Records provided »
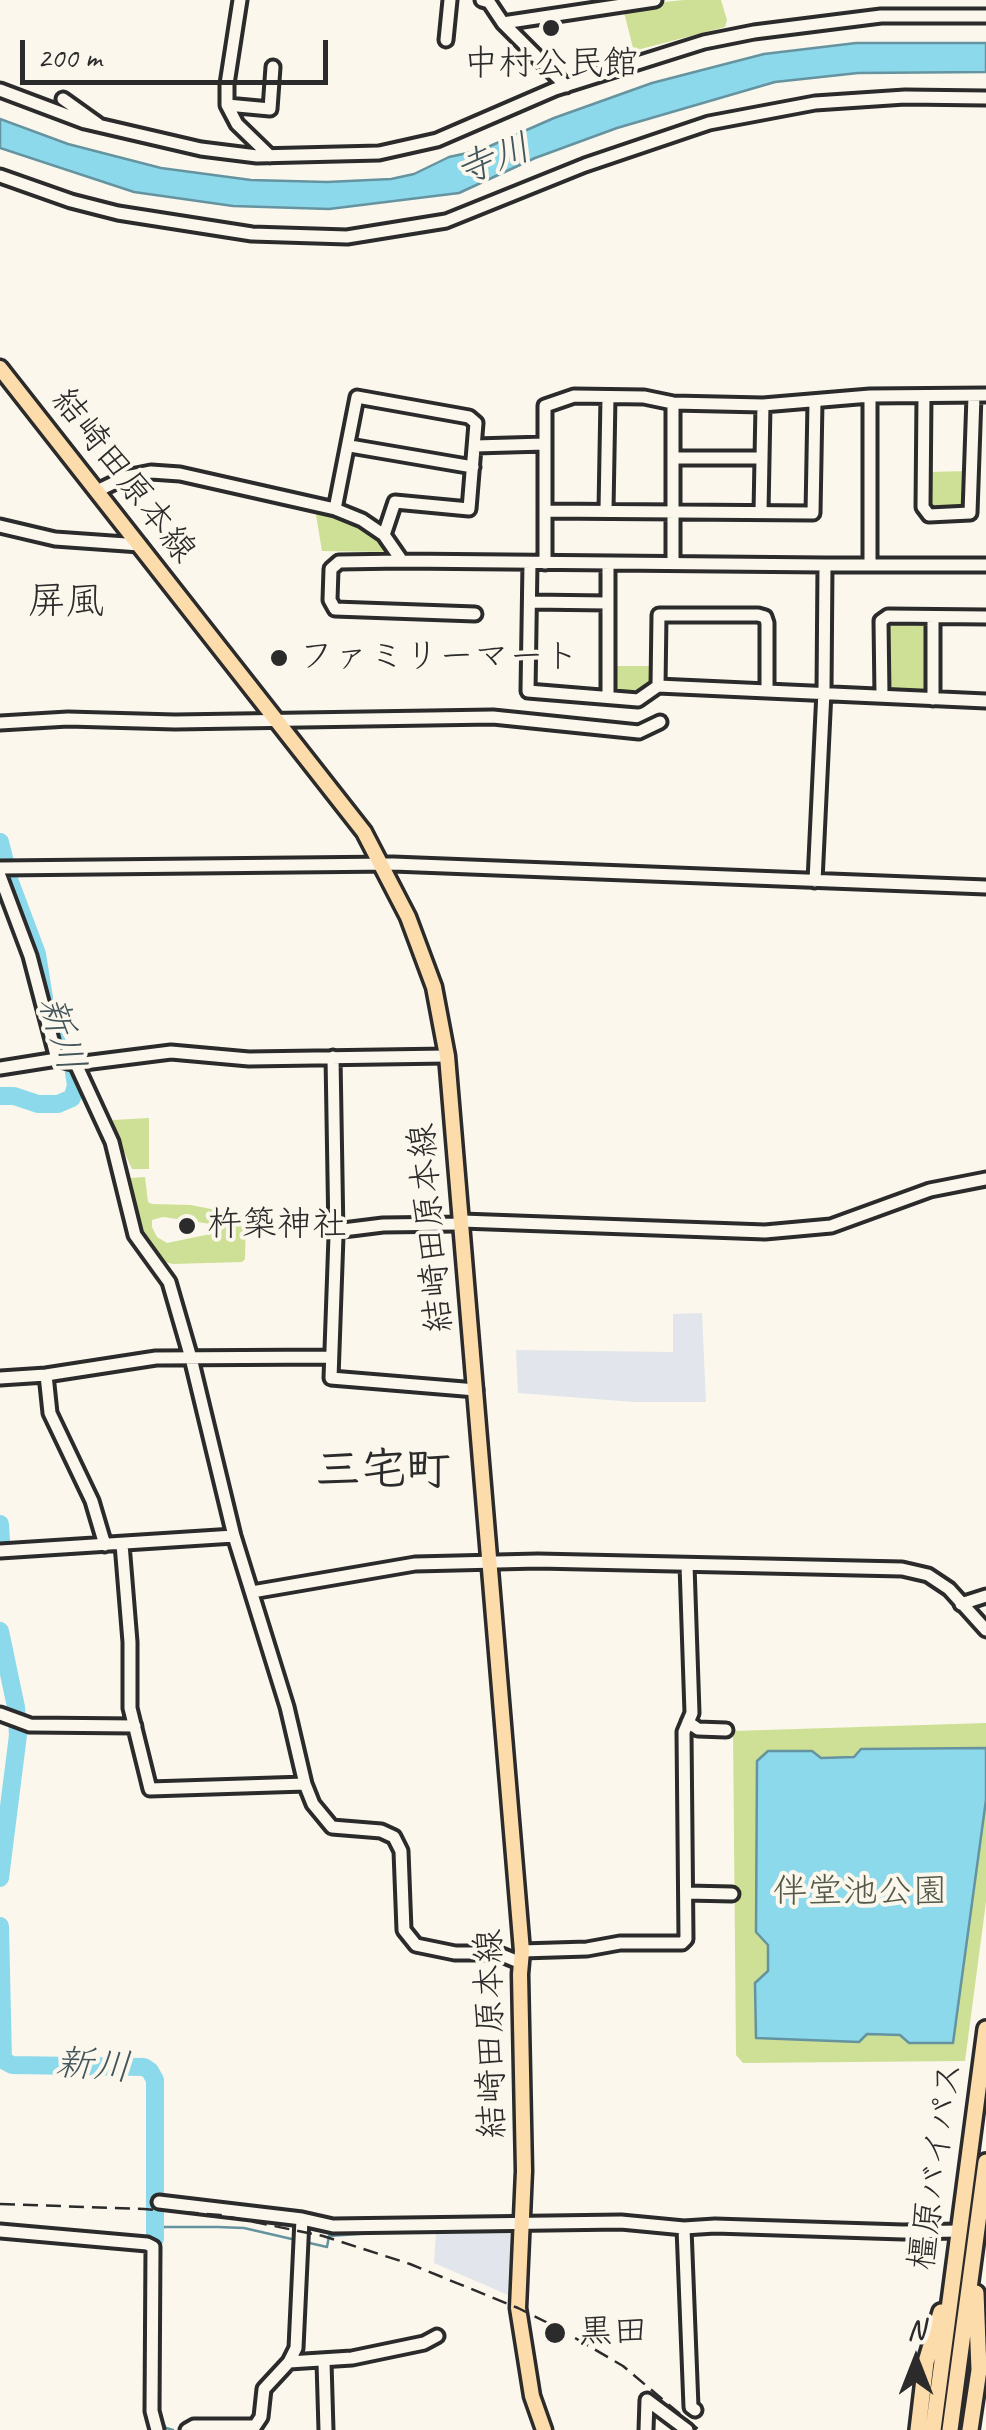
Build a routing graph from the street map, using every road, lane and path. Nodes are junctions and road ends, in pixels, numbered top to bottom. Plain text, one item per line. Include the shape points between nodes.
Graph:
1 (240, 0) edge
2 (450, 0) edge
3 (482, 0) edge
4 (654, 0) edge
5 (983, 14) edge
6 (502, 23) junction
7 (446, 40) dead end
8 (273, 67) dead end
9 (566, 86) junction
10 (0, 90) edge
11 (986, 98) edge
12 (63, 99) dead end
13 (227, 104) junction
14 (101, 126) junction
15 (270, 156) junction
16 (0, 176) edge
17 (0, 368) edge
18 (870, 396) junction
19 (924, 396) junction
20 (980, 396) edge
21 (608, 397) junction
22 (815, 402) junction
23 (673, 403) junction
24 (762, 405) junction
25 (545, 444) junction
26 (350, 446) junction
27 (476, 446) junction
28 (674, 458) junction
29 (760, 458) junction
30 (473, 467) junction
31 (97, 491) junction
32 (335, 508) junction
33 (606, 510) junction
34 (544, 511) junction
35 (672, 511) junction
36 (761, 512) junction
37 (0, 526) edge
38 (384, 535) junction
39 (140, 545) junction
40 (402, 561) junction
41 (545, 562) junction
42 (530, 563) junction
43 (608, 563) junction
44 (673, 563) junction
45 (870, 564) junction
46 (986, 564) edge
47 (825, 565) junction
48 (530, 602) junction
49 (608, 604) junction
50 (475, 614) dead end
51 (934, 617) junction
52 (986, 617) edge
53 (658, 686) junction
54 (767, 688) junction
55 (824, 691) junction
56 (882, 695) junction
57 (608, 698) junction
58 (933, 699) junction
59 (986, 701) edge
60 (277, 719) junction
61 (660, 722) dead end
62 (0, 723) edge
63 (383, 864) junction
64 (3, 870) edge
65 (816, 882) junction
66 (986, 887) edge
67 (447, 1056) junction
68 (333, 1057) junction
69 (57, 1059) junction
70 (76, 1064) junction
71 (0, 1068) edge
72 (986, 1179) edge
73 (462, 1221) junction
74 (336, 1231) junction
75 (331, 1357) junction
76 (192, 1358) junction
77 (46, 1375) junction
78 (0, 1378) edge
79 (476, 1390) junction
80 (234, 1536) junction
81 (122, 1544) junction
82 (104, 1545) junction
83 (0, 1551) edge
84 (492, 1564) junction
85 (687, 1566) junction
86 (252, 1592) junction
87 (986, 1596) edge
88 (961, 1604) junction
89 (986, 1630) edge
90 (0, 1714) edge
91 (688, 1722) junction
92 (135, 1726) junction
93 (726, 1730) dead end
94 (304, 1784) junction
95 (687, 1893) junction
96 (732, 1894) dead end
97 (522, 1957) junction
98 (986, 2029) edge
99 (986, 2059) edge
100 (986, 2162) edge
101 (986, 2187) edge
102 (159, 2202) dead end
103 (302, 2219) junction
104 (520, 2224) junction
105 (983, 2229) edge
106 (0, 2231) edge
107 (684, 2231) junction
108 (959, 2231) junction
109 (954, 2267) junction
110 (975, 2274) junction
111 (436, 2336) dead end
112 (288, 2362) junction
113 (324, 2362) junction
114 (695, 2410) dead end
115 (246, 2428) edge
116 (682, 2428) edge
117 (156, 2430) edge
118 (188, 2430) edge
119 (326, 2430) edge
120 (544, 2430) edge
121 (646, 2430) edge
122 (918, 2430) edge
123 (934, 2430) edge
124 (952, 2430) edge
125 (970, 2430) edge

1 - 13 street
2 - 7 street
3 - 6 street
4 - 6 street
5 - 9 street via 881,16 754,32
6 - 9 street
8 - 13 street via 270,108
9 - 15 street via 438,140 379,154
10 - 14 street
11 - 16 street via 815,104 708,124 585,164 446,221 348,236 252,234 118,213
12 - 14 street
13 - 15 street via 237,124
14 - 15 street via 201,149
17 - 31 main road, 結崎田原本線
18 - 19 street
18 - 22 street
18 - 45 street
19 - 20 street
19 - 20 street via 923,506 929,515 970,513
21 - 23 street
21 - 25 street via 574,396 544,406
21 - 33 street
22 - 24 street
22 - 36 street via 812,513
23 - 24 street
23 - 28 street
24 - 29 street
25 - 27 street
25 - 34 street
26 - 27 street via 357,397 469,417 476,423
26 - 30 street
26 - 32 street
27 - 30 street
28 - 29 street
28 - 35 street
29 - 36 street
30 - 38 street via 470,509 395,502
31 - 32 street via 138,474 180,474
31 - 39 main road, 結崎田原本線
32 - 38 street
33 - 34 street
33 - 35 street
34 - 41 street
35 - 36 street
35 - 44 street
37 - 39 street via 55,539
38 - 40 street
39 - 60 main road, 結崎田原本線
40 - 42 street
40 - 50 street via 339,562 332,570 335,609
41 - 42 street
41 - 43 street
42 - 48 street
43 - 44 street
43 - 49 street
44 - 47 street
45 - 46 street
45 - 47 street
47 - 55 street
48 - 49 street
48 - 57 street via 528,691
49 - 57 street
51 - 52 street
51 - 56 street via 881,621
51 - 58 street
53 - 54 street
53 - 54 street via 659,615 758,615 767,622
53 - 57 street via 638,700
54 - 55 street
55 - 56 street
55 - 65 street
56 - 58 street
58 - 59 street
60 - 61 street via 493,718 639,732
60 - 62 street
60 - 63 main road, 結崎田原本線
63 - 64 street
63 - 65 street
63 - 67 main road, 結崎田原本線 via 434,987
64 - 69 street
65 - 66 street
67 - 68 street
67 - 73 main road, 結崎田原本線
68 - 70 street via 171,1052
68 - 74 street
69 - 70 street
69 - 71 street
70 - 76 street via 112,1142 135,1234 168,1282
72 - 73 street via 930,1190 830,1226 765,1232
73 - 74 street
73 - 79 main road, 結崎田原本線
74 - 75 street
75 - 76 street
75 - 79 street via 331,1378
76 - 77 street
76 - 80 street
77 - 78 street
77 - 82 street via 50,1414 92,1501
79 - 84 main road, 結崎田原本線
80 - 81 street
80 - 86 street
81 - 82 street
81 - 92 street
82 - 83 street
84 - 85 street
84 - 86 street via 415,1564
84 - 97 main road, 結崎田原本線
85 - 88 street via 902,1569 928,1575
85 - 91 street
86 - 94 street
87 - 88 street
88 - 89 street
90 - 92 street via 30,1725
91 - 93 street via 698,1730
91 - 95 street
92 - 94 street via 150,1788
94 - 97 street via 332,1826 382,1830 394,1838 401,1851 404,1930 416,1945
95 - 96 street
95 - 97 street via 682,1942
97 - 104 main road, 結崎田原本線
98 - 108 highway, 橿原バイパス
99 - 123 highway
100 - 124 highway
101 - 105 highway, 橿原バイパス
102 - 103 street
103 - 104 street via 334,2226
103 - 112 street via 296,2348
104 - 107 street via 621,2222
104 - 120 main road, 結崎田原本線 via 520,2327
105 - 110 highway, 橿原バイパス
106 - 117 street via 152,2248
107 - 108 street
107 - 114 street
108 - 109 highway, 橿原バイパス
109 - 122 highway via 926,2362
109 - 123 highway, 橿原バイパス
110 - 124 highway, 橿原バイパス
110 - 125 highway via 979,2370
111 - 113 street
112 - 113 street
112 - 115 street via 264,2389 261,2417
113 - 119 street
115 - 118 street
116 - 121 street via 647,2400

...

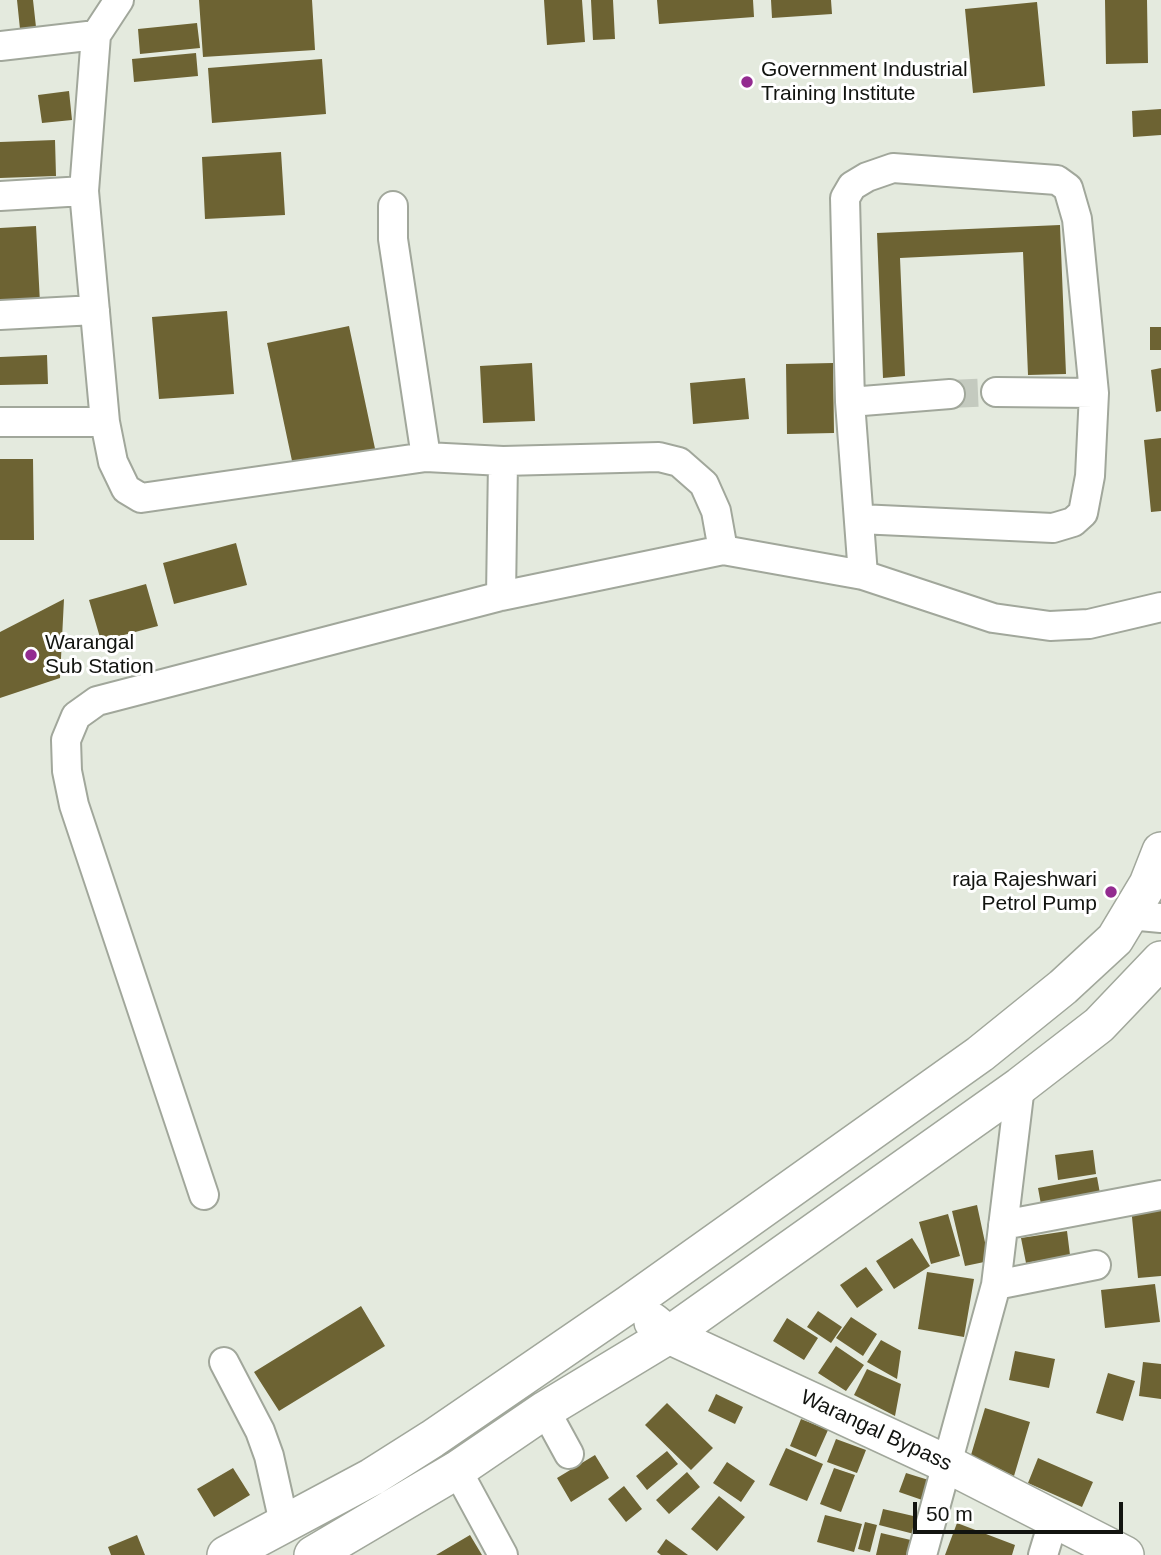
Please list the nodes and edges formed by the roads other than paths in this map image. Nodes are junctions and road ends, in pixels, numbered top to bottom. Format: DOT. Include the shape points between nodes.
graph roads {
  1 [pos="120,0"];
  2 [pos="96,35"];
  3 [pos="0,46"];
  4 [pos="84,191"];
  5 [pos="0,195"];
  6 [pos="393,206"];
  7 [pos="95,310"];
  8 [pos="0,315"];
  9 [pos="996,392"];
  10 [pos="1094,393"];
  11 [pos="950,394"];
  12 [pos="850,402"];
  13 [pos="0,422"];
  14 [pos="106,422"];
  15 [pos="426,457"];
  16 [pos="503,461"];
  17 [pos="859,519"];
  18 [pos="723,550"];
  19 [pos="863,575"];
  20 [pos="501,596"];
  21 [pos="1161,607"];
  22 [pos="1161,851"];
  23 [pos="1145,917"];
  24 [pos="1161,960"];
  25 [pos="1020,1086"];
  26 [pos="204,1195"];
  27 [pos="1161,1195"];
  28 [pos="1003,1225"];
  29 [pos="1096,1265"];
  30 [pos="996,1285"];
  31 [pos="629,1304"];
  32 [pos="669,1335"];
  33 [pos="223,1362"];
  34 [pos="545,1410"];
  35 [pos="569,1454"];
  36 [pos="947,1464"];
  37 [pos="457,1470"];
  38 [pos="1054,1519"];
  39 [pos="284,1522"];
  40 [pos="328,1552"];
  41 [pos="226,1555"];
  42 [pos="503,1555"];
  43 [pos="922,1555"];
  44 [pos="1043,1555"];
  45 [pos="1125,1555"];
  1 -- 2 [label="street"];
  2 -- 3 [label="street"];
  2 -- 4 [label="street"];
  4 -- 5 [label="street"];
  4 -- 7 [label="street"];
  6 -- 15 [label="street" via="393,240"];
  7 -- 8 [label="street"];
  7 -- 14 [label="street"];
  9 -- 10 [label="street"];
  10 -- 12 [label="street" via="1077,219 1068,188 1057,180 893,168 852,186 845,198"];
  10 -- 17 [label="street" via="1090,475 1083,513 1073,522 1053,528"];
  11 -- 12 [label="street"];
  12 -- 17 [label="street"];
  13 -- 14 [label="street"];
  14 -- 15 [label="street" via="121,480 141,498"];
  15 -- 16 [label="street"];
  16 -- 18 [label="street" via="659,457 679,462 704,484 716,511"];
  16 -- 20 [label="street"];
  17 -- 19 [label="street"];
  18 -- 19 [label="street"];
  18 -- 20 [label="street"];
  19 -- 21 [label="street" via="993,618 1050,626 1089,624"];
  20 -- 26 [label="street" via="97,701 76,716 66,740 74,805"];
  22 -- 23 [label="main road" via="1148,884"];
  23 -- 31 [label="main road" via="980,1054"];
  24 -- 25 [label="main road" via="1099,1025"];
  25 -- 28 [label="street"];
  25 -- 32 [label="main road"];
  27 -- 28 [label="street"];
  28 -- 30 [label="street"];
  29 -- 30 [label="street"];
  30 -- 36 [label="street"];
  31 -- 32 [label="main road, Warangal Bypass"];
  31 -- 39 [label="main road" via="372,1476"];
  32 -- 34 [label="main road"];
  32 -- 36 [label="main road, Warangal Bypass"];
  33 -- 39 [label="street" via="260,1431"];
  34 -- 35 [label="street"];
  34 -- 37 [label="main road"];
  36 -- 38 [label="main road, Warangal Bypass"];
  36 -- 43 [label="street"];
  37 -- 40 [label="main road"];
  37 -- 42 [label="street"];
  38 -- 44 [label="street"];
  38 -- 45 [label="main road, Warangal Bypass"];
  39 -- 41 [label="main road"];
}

Required work »
Find and copy each line of the data where "junctions" is present.

The completed task »
Build a routing graph from the street map, using every road, lane and path. Nodes are junctions and road ends, in pixels, numbered top to bottom. Plain text, one item per line. Include the shape points between nodes.
Please list the nodes and edges formed by the roads other than paths in this map image. Nodes are junctions and road ends, in pixels, numbered top to bottom. Format: DOT. Include the shape points between nodes.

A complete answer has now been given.